Present the count of lines in the entries below that hold "Marks", and present nothing else.

----

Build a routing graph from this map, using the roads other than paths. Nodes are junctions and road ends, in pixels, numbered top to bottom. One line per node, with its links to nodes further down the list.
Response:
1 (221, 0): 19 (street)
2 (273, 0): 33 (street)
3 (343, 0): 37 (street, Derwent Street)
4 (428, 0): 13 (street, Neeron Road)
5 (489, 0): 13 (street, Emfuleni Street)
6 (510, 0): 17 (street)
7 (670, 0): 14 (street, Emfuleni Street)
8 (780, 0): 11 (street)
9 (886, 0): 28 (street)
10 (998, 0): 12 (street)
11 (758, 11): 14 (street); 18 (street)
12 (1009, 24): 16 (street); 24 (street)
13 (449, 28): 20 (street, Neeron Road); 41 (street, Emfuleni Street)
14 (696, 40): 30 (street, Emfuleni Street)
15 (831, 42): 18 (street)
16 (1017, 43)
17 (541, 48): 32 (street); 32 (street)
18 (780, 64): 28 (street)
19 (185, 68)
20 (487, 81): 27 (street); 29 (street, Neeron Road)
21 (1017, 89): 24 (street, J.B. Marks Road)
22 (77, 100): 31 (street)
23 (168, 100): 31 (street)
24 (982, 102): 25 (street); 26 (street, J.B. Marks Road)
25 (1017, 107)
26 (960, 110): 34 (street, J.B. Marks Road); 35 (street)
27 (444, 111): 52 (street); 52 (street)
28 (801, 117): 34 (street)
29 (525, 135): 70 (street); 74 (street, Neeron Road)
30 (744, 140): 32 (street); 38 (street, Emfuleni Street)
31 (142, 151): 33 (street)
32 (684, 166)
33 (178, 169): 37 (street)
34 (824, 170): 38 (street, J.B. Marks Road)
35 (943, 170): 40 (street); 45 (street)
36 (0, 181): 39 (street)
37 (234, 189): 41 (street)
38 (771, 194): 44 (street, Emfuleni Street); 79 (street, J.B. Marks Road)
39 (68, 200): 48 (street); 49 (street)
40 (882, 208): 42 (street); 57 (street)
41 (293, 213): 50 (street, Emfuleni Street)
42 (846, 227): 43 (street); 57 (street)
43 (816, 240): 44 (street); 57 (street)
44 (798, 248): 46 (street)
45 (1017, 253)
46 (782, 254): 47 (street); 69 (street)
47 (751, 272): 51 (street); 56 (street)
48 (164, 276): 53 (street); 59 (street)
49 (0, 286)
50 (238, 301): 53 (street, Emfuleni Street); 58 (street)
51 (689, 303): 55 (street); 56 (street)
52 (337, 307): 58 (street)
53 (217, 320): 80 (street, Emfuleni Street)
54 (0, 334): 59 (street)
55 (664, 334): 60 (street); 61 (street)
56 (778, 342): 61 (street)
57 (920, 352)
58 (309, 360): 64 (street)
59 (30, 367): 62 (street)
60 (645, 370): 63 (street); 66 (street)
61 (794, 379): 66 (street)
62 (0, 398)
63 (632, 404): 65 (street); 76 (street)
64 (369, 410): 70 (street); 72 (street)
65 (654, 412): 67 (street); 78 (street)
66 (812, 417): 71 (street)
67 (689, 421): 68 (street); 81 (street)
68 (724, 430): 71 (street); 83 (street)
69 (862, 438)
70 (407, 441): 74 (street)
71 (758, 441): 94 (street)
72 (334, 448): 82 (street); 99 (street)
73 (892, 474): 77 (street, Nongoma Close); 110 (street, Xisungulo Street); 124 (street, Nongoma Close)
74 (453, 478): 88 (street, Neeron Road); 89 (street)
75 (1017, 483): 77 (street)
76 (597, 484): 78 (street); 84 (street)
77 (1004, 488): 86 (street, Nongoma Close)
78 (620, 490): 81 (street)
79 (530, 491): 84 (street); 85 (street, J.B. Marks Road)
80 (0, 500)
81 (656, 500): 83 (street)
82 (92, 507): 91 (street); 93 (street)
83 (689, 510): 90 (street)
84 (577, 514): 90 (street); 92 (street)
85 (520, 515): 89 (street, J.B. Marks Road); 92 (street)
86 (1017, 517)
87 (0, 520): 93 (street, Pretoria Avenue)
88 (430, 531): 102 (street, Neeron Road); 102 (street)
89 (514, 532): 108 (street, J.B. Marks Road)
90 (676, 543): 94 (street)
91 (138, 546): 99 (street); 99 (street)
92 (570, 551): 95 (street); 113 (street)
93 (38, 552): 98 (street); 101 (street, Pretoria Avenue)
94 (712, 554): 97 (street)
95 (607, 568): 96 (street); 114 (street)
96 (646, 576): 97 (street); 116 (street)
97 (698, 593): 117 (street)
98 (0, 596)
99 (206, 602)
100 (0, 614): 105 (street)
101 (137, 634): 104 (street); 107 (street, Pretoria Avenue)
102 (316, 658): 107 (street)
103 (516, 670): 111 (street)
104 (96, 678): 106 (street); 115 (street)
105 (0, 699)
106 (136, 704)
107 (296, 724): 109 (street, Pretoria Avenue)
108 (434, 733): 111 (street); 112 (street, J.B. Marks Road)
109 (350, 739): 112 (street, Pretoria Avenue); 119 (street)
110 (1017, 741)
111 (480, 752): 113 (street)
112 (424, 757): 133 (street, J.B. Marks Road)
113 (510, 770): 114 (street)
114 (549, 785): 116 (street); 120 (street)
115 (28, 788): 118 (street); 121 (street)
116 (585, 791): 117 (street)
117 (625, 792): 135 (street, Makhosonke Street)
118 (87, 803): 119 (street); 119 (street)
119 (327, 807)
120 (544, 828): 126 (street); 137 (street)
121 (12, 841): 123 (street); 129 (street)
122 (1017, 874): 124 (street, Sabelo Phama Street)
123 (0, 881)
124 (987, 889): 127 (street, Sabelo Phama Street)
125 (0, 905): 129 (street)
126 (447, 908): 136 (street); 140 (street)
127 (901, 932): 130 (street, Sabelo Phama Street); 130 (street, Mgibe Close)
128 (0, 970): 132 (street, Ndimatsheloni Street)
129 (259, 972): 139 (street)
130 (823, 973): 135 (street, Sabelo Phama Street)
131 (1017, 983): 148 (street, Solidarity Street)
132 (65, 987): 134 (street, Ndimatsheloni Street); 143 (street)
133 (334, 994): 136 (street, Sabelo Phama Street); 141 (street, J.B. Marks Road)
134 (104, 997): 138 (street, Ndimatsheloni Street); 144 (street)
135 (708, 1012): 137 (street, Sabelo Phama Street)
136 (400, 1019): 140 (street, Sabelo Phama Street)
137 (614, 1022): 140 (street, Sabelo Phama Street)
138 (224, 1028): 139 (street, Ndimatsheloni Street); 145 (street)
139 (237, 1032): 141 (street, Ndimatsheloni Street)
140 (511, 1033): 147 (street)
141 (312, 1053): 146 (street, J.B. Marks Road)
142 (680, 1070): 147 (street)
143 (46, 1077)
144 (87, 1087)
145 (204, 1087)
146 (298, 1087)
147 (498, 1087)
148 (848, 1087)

----

*Output for this task*
12